Saved data entries:
*** Block opens ***

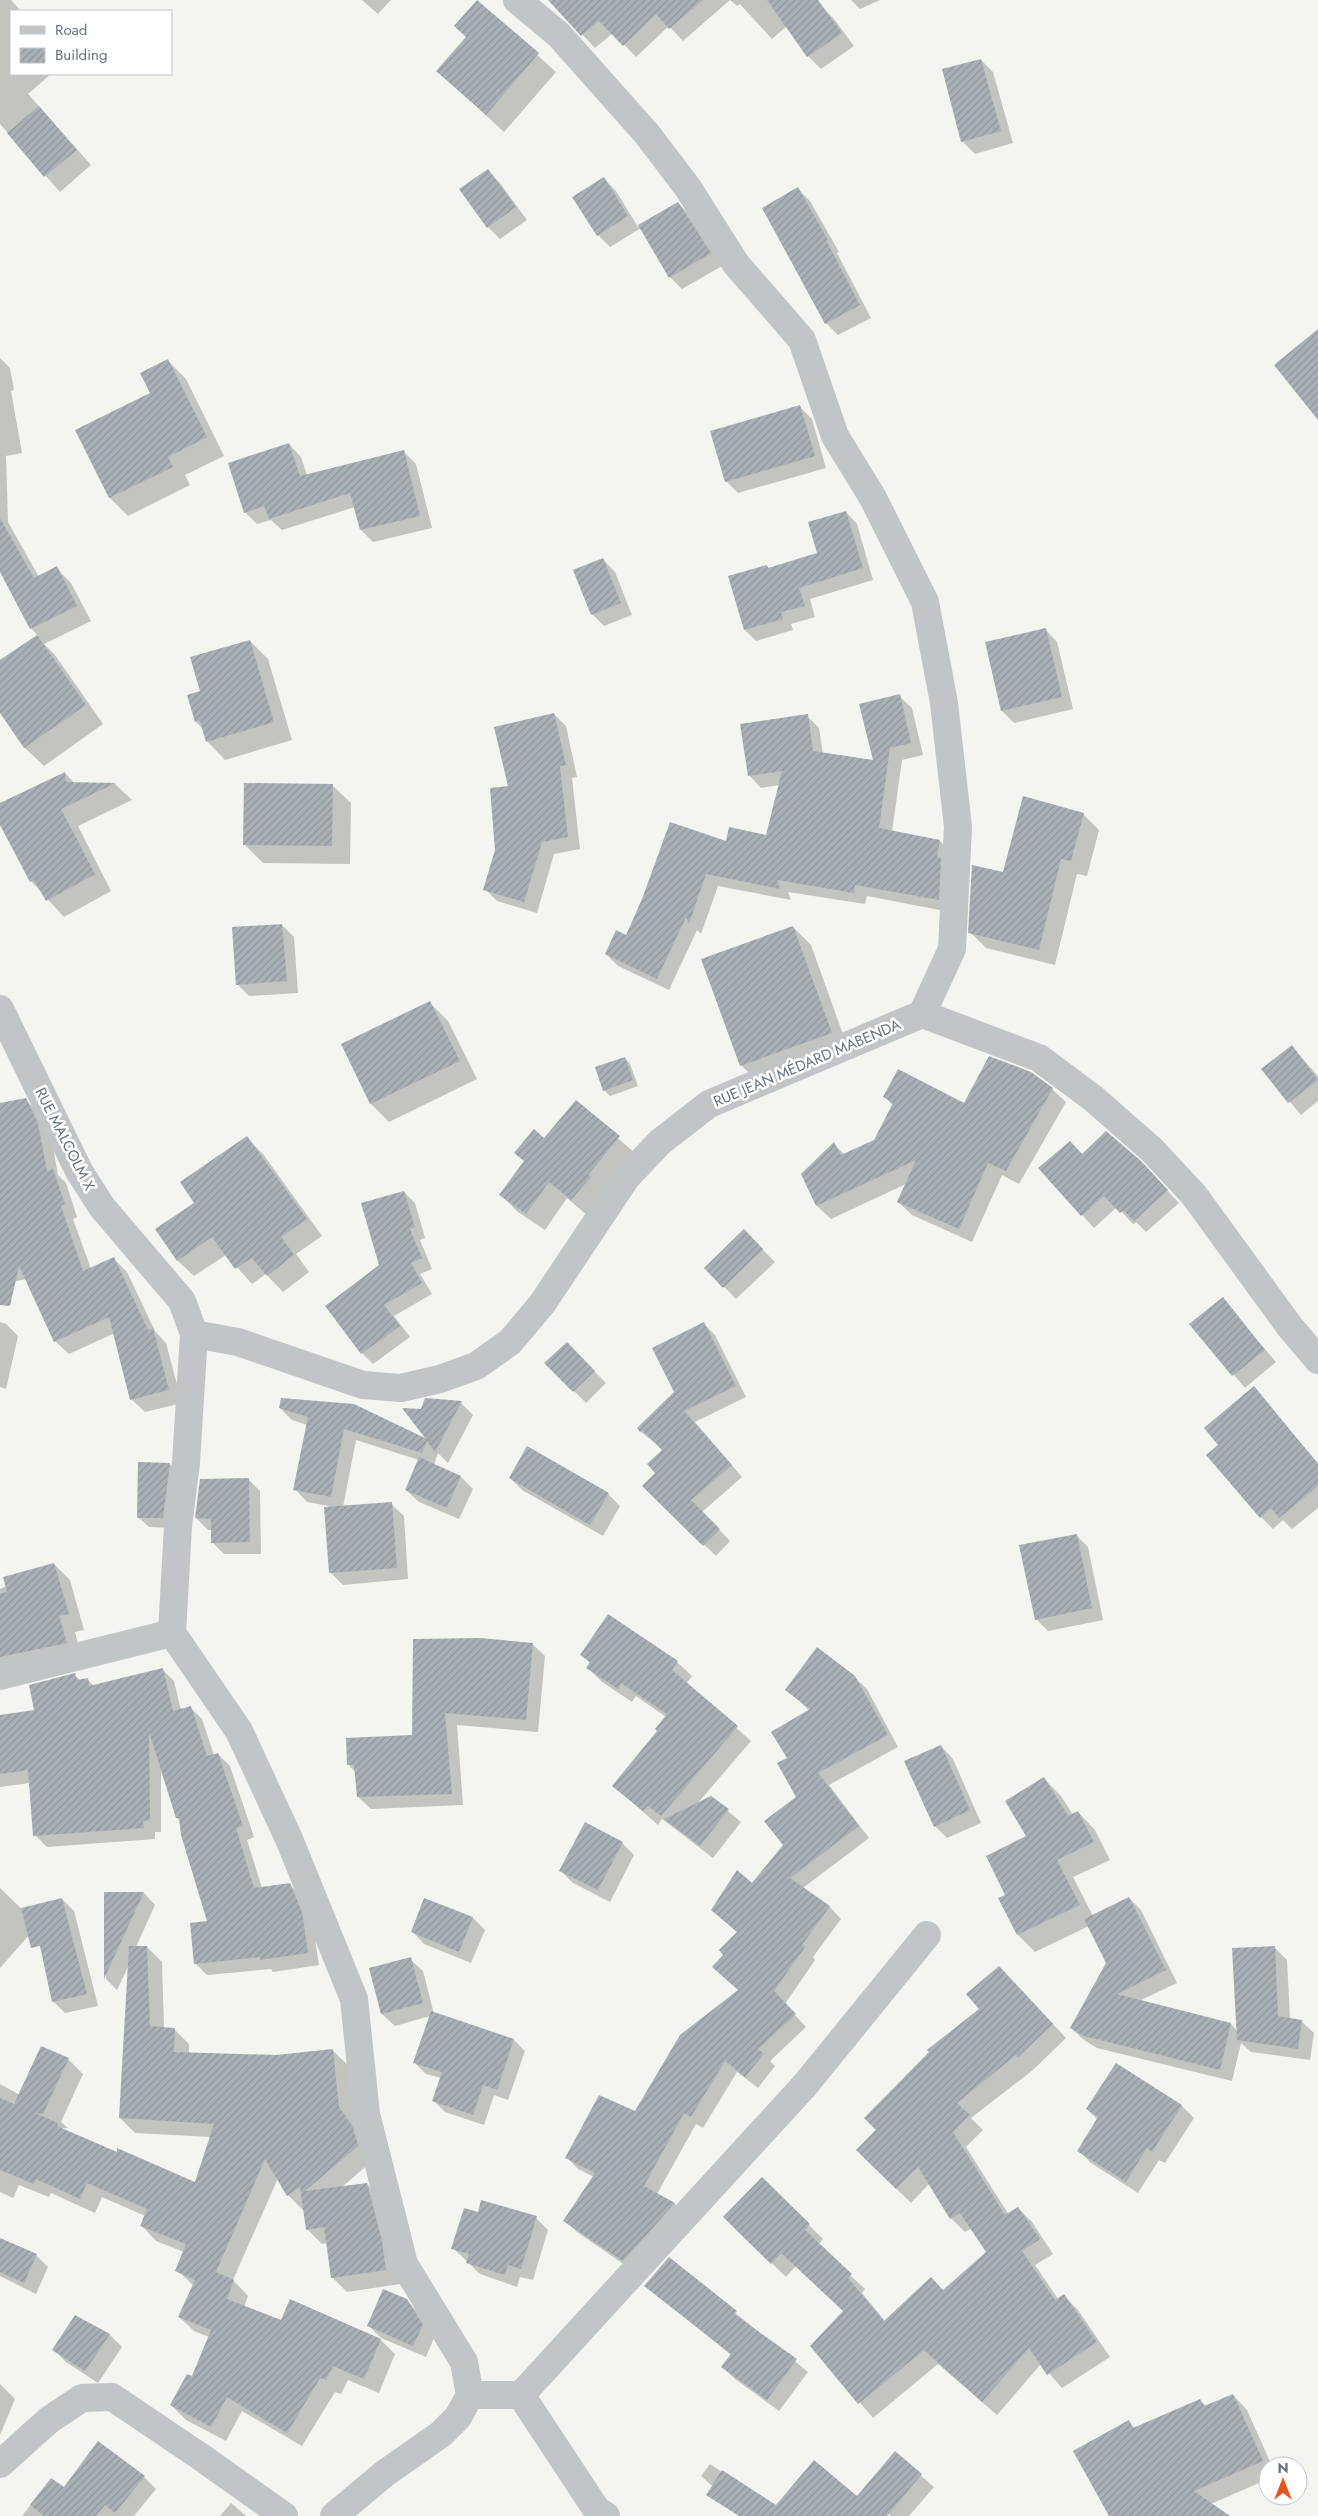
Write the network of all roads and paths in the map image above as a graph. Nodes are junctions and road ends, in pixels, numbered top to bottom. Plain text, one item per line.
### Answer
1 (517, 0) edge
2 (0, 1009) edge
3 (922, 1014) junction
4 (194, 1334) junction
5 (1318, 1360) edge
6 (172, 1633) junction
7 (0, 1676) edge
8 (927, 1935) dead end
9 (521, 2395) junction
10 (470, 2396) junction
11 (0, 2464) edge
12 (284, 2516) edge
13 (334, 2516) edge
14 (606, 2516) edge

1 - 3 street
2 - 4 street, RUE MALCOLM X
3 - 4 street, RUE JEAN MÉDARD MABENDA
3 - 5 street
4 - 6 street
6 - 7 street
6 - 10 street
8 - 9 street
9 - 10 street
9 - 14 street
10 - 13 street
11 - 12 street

*** Block closes ***

**TASK OBJECTIVE:** A picture-free version of all the records, repeated exactly, is what to return.

**SOLUTION FOR THIS PROBLEM:**
Write the network of all roads and paths in the map image above as a graph. Nodes are junctions and road ends, in pixels, numbered top to bottom. Plain text, one item per line.
### Answer
1 (517, 0) edge
2 (0, 1009) edge
3 (922, 1014) junction
4 (194, 1334) junction
5 (1318, 1360) edge
6 (172, 1633) junction
7 (0, 1676) edge
8 (927, 1935) dead end
9 (521, 2395) junction
10 (470, 2396) junction
11 (0, 2464) edge
12 (284, 2516) edge
13 (334, 2516) edge
14 (606, 2516) edge

1 - 3 street
2 - 4 street, RUE MALCOLM X
3 - 4 street, RUE JEAN MÉDARD MABENDA
3 - 5 street
4 - 6 street
6 - 7 street
6 - 10 street
8 - 9 street
9 - 10 street
9 - 14 street
10 - 13 street
11 - 12 street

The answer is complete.